[Extracted data entries]
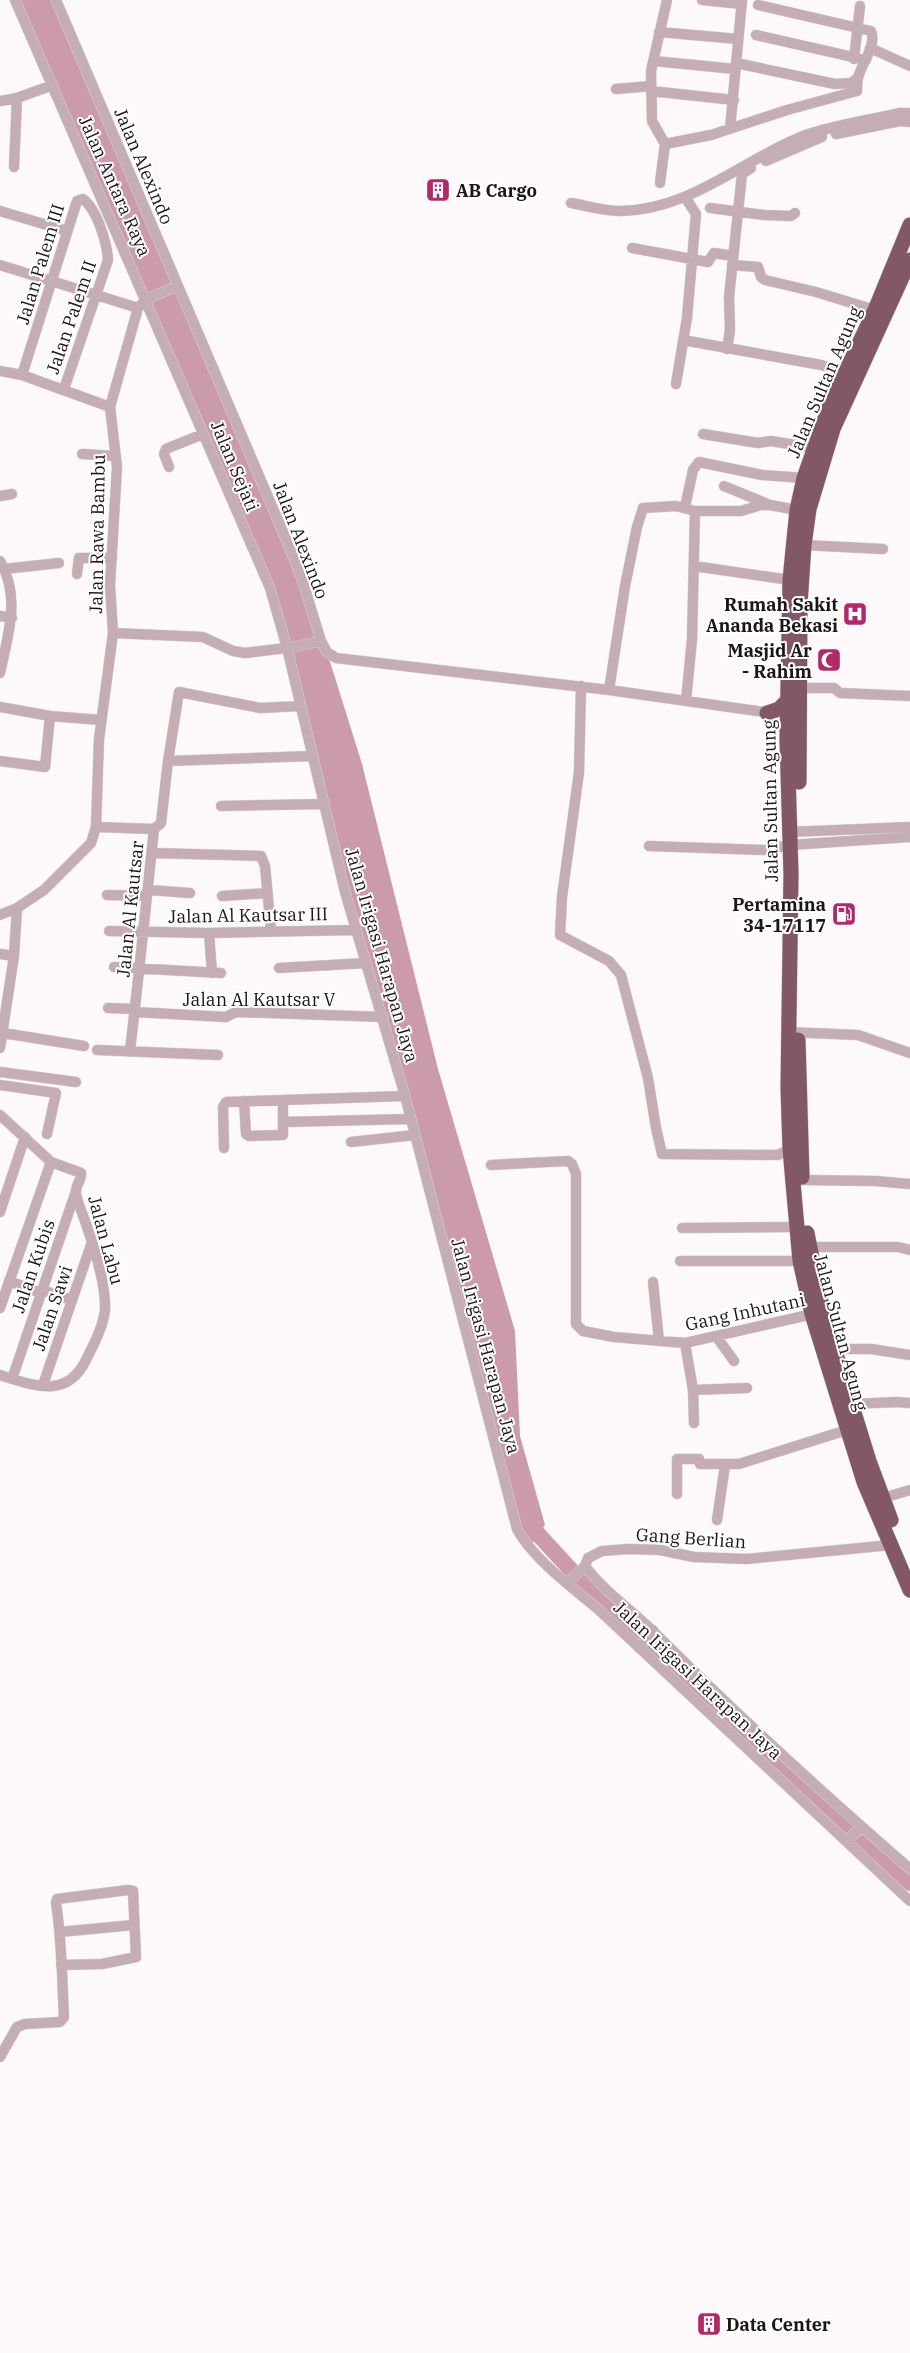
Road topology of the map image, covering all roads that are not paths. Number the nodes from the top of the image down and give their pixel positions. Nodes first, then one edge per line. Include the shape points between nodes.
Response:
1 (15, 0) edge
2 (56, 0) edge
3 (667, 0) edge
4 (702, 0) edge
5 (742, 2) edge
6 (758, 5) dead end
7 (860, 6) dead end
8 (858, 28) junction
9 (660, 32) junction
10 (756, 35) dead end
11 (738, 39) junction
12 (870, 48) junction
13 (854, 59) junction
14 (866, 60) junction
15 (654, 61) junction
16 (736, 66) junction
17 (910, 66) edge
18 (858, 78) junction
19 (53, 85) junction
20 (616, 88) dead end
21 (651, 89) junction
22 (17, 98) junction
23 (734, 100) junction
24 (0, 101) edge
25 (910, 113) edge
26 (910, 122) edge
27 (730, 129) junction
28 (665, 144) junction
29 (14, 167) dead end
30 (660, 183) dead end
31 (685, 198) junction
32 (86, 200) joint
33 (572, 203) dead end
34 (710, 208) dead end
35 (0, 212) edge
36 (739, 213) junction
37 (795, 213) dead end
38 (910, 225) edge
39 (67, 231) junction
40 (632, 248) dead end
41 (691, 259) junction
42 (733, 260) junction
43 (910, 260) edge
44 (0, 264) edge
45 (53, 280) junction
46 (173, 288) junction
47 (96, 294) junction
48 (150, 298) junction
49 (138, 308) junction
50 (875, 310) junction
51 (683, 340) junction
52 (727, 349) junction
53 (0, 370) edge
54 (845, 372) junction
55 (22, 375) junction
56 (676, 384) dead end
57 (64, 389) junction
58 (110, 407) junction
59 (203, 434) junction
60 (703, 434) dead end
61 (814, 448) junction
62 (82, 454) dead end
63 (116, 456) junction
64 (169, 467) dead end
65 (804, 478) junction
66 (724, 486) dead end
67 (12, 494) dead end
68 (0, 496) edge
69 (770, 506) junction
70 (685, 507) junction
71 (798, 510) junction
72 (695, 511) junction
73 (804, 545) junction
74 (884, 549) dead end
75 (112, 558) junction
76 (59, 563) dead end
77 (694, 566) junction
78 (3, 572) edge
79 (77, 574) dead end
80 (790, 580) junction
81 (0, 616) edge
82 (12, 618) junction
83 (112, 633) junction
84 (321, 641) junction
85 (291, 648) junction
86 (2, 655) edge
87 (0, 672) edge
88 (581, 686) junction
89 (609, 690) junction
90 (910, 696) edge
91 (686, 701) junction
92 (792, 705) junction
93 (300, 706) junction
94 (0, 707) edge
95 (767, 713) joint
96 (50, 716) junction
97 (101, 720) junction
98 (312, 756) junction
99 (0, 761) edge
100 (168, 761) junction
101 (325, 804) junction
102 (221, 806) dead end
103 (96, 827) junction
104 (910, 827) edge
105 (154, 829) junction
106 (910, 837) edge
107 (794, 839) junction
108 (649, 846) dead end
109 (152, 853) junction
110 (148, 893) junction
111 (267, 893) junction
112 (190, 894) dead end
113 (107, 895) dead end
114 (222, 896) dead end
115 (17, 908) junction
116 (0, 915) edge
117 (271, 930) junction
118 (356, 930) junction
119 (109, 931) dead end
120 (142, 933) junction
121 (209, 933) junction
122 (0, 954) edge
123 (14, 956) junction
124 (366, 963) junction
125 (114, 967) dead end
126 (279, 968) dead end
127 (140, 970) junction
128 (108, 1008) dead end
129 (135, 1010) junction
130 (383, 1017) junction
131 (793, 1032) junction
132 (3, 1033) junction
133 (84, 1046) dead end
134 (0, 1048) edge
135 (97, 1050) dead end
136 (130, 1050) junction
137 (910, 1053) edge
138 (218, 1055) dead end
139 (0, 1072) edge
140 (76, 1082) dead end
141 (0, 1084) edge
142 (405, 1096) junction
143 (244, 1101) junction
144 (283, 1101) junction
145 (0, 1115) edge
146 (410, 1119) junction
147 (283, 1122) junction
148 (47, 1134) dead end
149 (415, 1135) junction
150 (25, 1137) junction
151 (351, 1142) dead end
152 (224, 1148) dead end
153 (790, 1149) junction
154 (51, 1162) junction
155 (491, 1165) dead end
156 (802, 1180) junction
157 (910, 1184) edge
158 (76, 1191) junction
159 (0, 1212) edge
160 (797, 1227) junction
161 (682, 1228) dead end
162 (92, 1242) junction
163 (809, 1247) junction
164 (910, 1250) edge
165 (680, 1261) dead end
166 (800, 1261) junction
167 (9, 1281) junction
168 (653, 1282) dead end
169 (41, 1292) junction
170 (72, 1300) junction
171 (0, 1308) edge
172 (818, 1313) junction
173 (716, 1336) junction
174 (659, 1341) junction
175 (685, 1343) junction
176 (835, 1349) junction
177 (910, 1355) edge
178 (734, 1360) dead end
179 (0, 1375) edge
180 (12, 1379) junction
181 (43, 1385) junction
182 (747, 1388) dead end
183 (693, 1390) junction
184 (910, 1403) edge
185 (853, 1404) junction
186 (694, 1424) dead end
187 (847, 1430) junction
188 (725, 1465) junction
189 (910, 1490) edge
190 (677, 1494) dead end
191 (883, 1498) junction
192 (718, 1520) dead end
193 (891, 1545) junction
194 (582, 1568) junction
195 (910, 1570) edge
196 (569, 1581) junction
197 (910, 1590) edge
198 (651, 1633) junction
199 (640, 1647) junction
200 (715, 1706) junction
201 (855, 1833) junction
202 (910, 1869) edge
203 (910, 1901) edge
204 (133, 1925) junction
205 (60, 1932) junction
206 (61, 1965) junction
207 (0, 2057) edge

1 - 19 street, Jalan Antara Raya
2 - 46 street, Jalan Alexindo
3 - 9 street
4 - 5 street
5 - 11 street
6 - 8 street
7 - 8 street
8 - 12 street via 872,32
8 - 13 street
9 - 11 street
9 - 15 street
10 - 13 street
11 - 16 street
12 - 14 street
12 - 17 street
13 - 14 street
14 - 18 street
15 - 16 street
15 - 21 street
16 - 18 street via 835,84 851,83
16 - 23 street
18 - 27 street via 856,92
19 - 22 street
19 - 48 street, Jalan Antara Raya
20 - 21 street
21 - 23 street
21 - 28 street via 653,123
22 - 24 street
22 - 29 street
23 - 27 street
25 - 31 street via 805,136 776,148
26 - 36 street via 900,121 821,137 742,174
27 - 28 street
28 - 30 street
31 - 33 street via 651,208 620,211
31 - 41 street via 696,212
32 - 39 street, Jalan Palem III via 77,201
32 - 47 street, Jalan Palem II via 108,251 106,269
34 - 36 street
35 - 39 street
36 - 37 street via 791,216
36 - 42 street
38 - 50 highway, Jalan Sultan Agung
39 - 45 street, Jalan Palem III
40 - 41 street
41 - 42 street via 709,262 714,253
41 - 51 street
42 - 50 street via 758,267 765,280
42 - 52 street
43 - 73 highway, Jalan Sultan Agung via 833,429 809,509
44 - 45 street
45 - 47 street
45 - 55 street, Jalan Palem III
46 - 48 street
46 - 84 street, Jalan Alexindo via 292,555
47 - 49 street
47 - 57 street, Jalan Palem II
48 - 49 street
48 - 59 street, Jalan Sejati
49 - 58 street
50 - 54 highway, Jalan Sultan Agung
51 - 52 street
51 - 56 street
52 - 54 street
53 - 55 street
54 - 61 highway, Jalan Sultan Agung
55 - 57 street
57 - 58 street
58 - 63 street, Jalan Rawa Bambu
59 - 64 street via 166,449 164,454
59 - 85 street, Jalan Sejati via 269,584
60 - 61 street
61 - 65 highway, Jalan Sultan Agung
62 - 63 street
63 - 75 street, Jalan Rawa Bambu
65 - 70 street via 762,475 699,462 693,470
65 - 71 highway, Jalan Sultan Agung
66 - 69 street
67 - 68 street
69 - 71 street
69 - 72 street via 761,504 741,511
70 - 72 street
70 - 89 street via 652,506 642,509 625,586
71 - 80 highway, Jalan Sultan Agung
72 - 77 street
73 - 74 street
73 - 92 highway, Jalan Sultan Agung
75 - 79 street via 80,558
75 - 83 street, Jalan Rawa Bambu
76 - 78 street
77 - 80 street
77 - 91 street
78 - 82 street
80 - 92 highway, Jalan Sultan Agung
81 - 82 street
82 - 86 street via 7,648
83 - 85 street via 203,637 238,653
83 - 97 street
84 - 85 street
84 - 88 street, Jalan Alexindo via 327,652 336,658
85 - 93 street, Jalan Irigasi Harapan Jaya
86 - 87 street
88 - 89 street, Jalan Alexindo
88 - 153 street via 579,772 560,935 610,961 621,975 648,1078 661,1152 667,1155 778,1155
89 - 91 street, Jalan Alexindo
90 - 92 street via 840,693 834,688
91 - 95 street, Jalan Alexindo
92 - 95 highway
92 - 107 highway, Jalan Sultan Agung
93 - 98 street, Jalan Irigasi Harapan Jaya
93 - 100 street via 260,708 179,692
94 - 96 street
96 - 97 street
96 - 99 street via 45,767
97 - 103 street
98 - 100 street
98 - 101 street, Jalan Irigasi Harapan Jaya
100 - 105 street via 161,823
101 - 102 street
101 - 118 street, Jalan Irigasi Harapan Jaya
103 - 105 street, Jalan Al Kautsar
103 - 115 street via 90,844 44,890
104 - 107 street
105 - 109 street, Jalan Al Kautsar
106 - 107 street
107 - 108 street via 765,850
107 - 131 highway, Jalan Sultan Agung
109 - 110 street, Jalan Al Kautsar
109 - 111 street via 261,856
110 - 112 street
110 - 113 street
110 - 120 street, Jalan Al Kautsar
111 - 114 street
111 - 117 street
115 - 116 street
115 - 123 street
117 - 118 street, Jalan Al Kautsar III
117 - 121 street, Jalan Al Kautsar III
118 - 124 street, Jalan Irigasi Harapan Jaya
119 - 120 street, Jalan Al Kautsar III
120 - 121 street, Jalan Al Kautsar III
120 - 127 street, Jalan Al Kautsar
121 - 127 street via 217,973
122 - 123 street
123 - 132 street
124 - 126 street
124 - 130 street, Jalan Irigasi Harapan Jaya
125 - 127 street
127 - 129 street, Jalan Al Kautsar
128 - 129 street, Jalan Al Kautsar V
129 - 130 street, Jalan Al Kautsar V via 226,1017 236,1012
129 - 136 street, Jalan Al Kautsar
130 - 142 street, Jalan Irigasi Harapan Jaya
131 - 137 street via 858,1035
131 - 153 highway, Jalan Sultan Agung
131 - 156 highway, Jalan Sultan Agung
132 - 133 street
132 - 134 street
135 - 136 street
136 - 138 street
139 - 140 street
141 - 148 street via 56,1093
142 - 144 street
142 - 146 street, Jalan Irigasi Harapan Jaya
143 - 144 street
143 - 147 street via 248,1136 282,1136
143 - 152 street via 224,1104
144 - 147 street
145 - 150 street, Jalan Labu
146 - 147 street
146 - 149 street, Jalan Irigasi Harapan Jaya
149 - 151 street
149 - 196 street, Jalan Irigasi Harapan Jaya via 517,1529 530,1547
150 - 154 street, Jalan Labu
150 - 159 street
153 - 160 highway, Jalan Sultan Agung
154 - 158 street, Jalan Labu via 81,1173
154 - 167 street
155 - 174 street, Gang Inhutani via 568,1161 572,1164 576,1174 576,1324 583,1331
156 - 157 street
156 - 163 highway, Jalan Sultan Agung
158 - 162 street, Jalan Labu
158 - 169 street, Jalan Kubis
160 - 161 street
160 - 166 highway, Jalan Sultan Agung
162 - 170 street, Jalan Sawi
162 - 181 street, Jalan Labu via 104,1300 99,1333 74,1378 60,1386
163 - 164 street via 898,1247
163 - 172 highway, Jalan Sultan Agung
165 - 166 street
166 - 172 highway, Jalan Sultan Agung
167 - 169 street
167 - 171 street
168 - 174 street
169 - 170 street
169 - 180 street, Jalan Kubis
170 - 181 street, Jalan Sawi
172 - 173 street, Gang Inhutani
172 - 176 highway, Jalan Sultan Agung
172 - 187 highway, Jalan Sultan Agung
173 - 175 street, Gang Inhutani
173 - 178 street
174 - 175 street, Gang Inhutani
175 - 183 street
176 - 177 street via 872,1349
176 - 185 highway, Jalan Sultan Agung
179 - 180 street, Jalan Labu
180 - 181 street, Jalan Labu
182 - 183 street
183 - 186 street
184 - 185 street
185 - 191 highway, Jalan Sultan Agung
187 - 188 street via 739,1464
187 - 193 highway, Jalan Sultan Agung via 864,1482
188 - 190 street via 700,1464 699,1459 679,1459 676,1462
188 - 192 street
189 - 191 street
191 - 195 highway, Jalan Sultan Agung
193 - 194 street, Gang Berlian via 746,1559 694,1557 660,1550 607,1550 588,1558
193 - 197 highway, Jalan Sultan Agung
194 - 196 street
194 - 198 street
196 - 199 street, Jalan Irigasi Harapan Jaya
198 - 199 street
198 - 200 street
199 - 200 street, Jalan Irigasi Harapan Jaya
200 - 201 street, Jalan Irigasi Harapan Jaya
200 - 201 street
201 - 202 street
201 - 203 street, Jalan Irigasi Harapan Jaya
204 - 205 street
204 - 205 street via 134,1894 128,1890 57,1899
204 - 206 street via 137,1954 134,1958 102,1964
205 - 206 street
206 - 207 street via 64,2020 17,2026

| Exercise brief |
Within the records above, count each line holding "Raya". Write down only the number.

| Solution to the problem |
2